Because the remarkable decrease of Aβ in the brain even after just 1 week of photo-oxygenation could not be explained by only the inhibitory effect on aggregation, we hypothesized that photo-oxygenated aggregated Aβ would be rapidly cleared from the brain. Then, to examine the metabolism of photo-oxygenated Aβ, we injected pre-formed oxygenated or non-oxygenated aggregated Aβ into the brains of wild-type mice. 24 hours after injection, we found that the remaining amount of oxygenated Aβ in the brain was smaller than those of non-oxygenated Aβ, indicating that the metabolism of oxygenated Aβ is enhanced compared to non-oxygenated Aβ. ⁴ We next examined the relationship of microglia with the rapid clearance of oxygenated Aβ. Pexidartinib (PLX3397), an inhibitor of the CSF-1 receptor, has been described to remove microglia in the brain. ⁵ The enhanced metabolism of oxygenated Aβ in wild-type mice that were treated with PLX3397 and depleted microglia in the brain was canceled, suggesting that microglia were responsible for the rapid clearance of oxygenated Aβ (Figure 1). ⁴ Moreover, the rapid degradation of oxygenated Aβ was inhibited when the microglial cell, MG6, are treated with leupeptin, a lysosomal serine/cysteine protease inhibitor. In contrast, no rapid degradation of oxygenated Aβ was observed in the human astrocytoma cell line, H4, strongly supporting the idea that degrading enzymes in the lysosomes of microglia, not other cell types, are responsible for the clearance of photo-oxygenated aggregated Aβ (Figure 1). ⁴

These results indicated that our amyloid selective photo-oxygenation technology showed 2 effects in vivo; inhibition of Aβ aggregation and promoted clearance of aggregated Aβ via microglia (Figure 1). Therefore, our photo-oxygenation might be comparable to anti-Aβ antibodies as therapeutic technology against AD, reducing toxic aggregated Aβ in the brain.

Future Direction

As described in Ozawa et al., Brain, 2021, we clearly showed the proof of concept of photo-oxygenation as a potential therapeutic strategy against AD. We continue to improve towards clinical use and have developed a new photocatalyst, which has an improved permeability for the blood-brain barrier due to substantially lower molecular weight. ⁶ This new photocatalyst can oxygenate amyloid selectively as well as the previous one and is also delivered into the brain by non-invasive administration. We have succeeded in non-invasive in vivo photo-oxygenation for living App ^{NL-G-F/NL-G-F} mice by intravenous injection of this photocatalyst and light irradiation of the brain from outside of the skull. Moreover, chronic non-invasive in vivo photo-oxygenation also reduced the amount of Aβ in the brain, indicating a step towards the application of photo-oxygenation technology to humans. Although we still have some issues, such as difficulty in delivering the light energy through the human brain skull, and need further improvement, thus, we believe in the potential of our photo-oxygenation as a therapeutic strategy.

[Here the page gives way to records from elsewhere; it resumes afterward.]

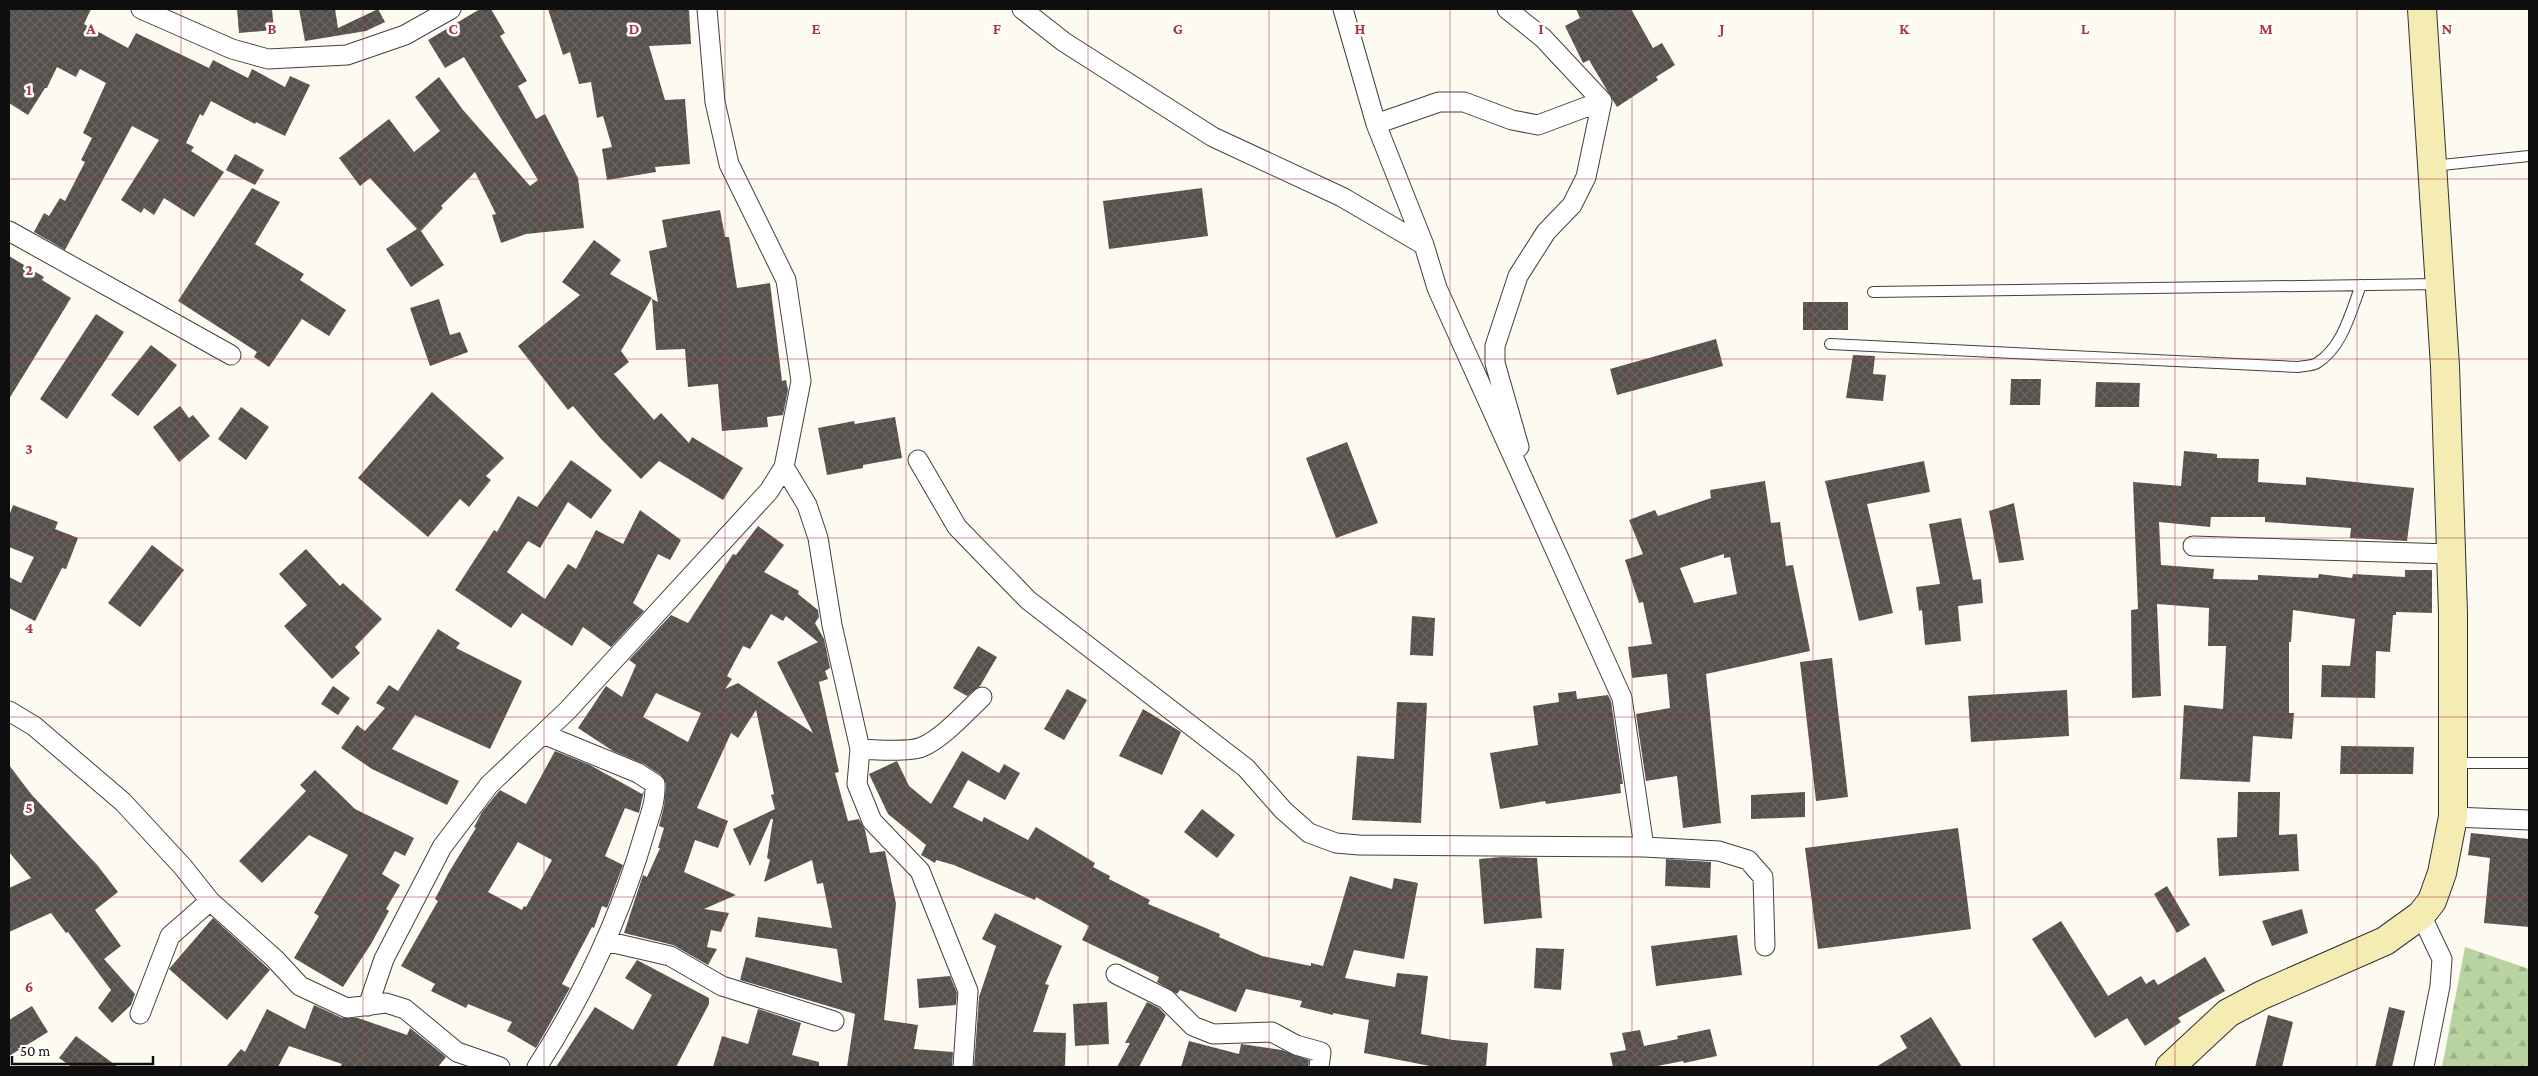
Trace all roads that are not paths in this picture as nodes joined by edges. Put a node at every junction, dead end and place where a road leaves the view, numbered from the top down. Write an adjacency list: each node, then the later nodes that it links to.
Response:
1 (141, 9): 8 (street)
2 (451, 9): 8 (street)
3 (707, 9): 21 (street)
4 (1022, 9): 14 (street)
5 (1343, 9): 10 (street)
6 (1507, 9): 9 (street)
7 (2422, 9): 12 (street)
8 (162, 14)
9 (1602, 101): 10 (street); 22 (street)
10 (1376, 124): 14 (street)
11 (2529, 156): 12 (lane)
12 (2432, 166): 15 (street)
13 (9, 231): 19 (street)
14 (1424, 245): 22 (street)
15 (2438, 284): 16 (lane); 24 (street)
16 (2361, 285): 17 (lane); 18 (lane)
17 (1873, 292)
18 (1830, 344)
19 (231, 355)
20 (918, 460): 33 (street)
21 (784, 467): 27 (street); 28 (street)
22 (1535, 503): 33 (street)
23 (2192, 546): 24 (street)
24 (2450, 554): 29 (street)
25 (982, 697): 28 (street)
26 (9, 711): 34 (street)
27 (543, 734): 36 (street); 39 (street)
28 (860, 750): 45 (street)
29 (2453, 763): 30 (lane); 31 (street)
30 (2529, 763)
31 (2453, 817): 32 (street); 35 (street)
32 (2529, 820)
33 (1644, 847): 37 (street)
34 (210, 901): 39 (street); 40 (street)
35 (2421, 915): 47 (street); 48 (street)
36 (605, 941): 41 (street); 44 (street)
37 (1765, 946)
38 (1116, 974): 46 (street)
39 (368, 1006): 42 (street)
40 (140, 1014)
41 (834, 1021)
42 (454, 1060): 43 (street)
43 (500, 1067)
44 (537, 1067)
45 (962, 1067)
46 (1319, 1067)
47 (2170, 1067)
48 (2424, 1067)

We also have tried the application of photo-oxygenation to other amyloidoses. There are many amyloid proteins other than Aβ, like tau, all of which polymerize into amyloid with a cross β-sheet structure. These amyloids are deposited in several peripheral tissues and the central nervous system, leading to various diseases collectively called amyloidosis. We could also photo-oxygenate amyloid fibrils formed by tau protein, ⁷ implicating that photo-oxygenation would apply to tau amyloids in tauopathy, such as frontotemporal dementia and Pick’s disease as well as AD. Likewise, our photo-oxygenation is expected to be versatile for various amyloid proteins, for example, α-synuclein, TAR DNA-binding protein 43 kDa, and immunoglobulin, which are related amyloid proteins in Parkinson’s disease, amyotrophic lateral sclerosis, and AL amyloidosis, respectively. In the future, we hope to clarify the effects of photo-oxygenation on other amyloids in vivo.